Premièrement, elle permet au robot d’accomplir une tâche pour laquelle il n’a pas encore de programme autonome propre — l’humain la « réalise » tout simplement par les mains du robot. C’est aujourd’hui courant lors des démonstrations publiques et des déploiements pilotes, où un comportement pleinement autonome n’est pas encore fiable.
Deuxièmement, et c’est plus important à long terme, la téléopération est la principale source de données d’entraînement de qualité. Lorsque l’opérateur fait exécuter une tâche au robot une centaine de fois, il en résulte un jeu de données de paires « ce que le robot a vu → comment il s’est déplacé ». C’est à partir de celles-ci qu’apprend ensuite une politique autonome, par des méthodes comme l’apprentissage par imitation et le clonage comportemental.
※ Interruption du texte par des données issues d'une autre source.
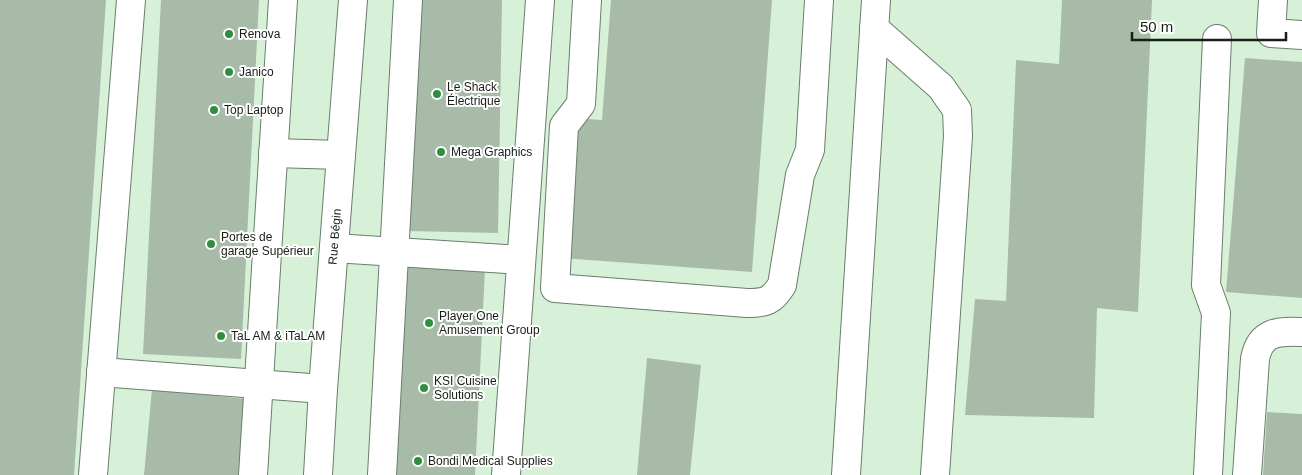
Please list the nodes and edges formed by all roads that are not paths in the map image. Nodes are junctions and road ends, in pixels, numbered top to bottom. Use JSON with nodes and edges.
{"nodes":[{"id":1,"x":131,"y":0,"type":"edge"},
{"id":2,"x":283,"y":0,"type":"edge"},
{"id":3,"x":353,"y":0,"type":"edge"},
{"id":4,"x":408,"y":0,"type":"edge"},
{"id":5,"x":540,"y":0,"type":"edge"},
{"id":6,"x":588,"y":0,"type":"edge"},
{"id":7,"x":819,"y":0,"type":"edge"},
{"id":8,"x":876,"y":0,"type":"edge"},
{"id":9,"x":1274,"y":0,"type":"edge"},
{"id":10,"x":874,"y":28,"type":"junction"},
{"id":11,"x":1302,"y":35,"type":"edge"},
{"id":12,"x":1217,"y":39,"type":"dead end"},
{"id":13,"x":274,"y":153,"type":"junction"},
{"id":14,"x":341,"y":155,"type":"junction"},
{"id":15,"x":334,"y":248,"type":"junction"},
{"id":16,"x":394,"y":252,"type":"junction"},
{"id":17,"x":522,"y":260,"type":"junction"},
{"id":18,"x":1302,"y":332,"type":"edge"},
{"id":19,"x":101,"y":372,"type":"junction"},
{"id":20,"x":259,"y":384,"type":"junction"},
{"id":21,"x":323,"y":388,"type":"junction"},
{"id":22,"x":93,"y":475,"type":"edge"},
{"id":23,"x":253,"y":475,"type":"edge"},
{"id":24,"x":318,"y":475,"type":"edge"},
{"id":25,"x":382,"y":475,"type":"edge"},
{"id":26,"x":506,"y":475,"type":"edge"},
{"id":27,"x":846,"y":475,"type":"edge"},
{"id":28,"x":935,"y":475,"type":"edge"},
{"id":29,"x":1208,"y":475,"type":"edge"},
{"id":30,"x":1247,"y":475,"type":"edge"}],
"edges":[{"from":1,"to":19,"type":"street"},
{"from":2,"to":13,"type":"street"},
{"from":3,"to":14,"type":"street","name":"Rue Bégin"},
{"from":4,"to":16,"type":"street"},
{"from":5,"to":17,"type":"street"},
{"from":6,"to":7,"type":"street"},
{"from":8,"to":10,"type":"street"},
{"from":9,"to":11,"type":"street"},
{"from":10,"to":27,"type":"street"},
{"from":10,"to":28,"type":"street"},
{"from":12,"to":29,"type":"street"},
{"from":13,"to":14,"type":"street"},
{"from":13,"to":20,"type":"street"},
{"from":14,"to":15,"type":"street","name":"Rue Bégin"},
{"from":15,"to":16,"type":"street"},
{"from":15,"to":21,"type":"street","name":"Rue Bégin"},
{"from":16,"to":17,"type":"street"},
{"from":16,"to":25,"type":"street"},
{"from":17,"to":26,"type":"street"},
{"from":18,"to":30,"type":"street"},
{"from":19,"to":20,"type":"street"},
{"from":19,"to":22,"type":"street"},
{"from":20,"to":21,"type":"street"},
{"from":20,"to":23,"type":"street"},
{"from":21,"to":24,"type":"street","name":"Rue Bégin"}]}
Ce cycle de collecte de données et d’amélioration du modèle est appelé volant de données.
Les exemples concrets sont bien documentés. Tesla Optimus a longtemps collecté des données en faisant exécuter des tâches au robot par des opérateurs en combinaison de motion capture ; selon des informations plus récentes, Tesla s’oriente aussi vers l’enregistrement d’humains à l’aide d’un harnais de caméras à la première personne. Sanctuary Phoenix fonde explicitement son approche sur la téléopération comme pont vers l’autonomie. Des plateformes de recherche comme Reachy 2 proposent la téléopération comme fonction standard de collecte de données.
Il est bon de distinguer le battage médiatique de la réalité : lorsqu’un robot paraît exceptionnellement habile dans une vidéo, il est légitime de se demander s’il agit de manière autonome ou si quelqu’un le pilote. Les fabricants sérieux indiquent aujourd’hui cette différence de façon transparente.